:: Input data

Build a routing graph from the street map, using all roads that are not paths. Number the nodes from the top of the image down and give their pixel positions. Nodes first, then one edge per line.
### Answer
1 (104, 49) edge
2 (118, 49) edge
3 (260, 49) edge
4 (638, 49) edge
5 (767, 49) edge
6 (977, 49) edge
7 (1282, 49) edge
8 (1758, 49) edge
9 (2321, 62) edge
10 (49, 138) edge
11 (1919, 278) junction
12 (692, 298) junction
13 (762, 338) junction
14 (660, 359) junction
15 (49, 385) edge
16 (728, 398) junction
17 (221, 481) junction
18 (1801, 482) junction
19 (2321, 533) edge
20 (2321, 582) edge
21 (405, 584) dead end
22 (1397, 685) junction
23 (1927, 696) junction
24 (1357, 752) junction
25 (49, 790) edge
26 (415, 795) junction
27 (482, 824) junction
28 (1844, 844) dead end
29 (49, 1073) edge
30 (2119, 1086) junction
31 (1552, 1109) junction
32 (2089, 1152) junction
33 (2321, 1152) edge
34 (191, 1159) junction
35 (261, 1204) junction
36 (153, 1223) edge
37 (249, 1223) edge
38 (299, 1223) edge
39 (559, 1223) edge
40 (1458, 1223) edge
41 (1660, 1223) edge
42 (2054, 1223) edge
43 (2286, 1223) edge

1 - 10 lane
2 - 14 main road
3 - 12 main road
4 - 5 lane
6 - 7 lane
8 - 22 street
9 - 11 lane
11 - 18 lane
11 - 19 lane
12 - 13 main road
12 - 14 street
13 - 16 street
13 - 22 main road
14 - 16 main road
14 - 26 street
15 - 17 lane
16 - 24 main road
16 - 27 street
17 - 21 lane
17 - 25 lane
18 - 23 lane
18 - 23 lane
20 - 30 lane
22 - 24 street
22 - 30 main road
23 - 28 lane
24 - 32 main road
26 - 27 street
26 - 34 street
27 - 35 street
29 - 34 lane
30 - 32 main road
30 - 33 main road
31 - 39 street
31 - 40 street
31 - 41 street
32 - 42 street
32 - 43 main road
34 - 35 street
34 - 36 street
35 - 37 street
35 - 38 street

::::

- Directions -
Would you reproduce the material above in full, exactly as given?

- Response box -
Build a routing graph from the street map, using all roads that are not paths. Number the nodes from the top of the image down and give their pixel positions. Nodes first, then one edge per line.
### Answer
1 (104, 49) edge
2 (118, 49) edge
3 (260, 49) edge
4 (638, 49) edge
5 (767, 49) edge
6 (977, 49) edge
7 (1282, 49) edge
8 (1758, 49) edge
9 (2321, 62) edge
10 (49, 138) edge
11 (1919, 278) junction
12 (692, 298) junction
13 (762, 338) junction
14 (660, 359) junction
15 (49, 385) edge
16 (728, 398) junction
17 (221, 481) junction
18 (1801, 482) junction
19 (2321, 533) edge
20 (2321, 582) edge
21 (405, 584) dead end
22 (1397, 685) junction
23 (1927, 696) junction
24 (1357, 752) junction
25 (49, 790) edge
26 (415, 795) junction
27 (482, 824) junction
28 (1844, 844) dead end
29 (49, 1073) edge
30 (2119, 1086) junction
31 (1552, 1109) junction
32 (2089, 1152) junction
33 (2321, 1152) edge
34 (191, 1159) junction
35 (261, 1204) junction
36 (153, 1223) edge
37 (249, 1223) edge
38 (299, 1223) edge
39 (559, 1223) edge
40 (1458, 1223) edge
41 (1660, 1223) edge
42 (2054, 1223) edge
43 (2286, 1223) edge

1 - 10 lane
2 - 14 main road
3 - 12 main road
4 - 5 lane
6 - 7 lane
8 - 22 street
9 - 11 lane
11 - 18 lane
11 - 19 lane
12 - 13 main road
12 - 14 street
13 - 16 street
13 - 22 main road
14 - 16 main road
14 - 26 street
15 - 17 lane
16 - 24 main road
16 - 27 street
17 - 21 lane
17 - 25 lane
18 - 23 lane
18 - 23 lane
20 - 30 lane
22 - 24 street
22 - 30 main road
23 - 28 lane
24 - 32 main road
26 - 27 street
26 - 34 street
27 - 35 street
29 - 34 lane
30 - 32 main road
30 - 33 main road
31 - 39 street
31 - 40 street
31 - 41 street
32 - 42 street
32 - 43 main road
34 - 35 street
34 - 36 street
35 - 37 street
35 - 38 street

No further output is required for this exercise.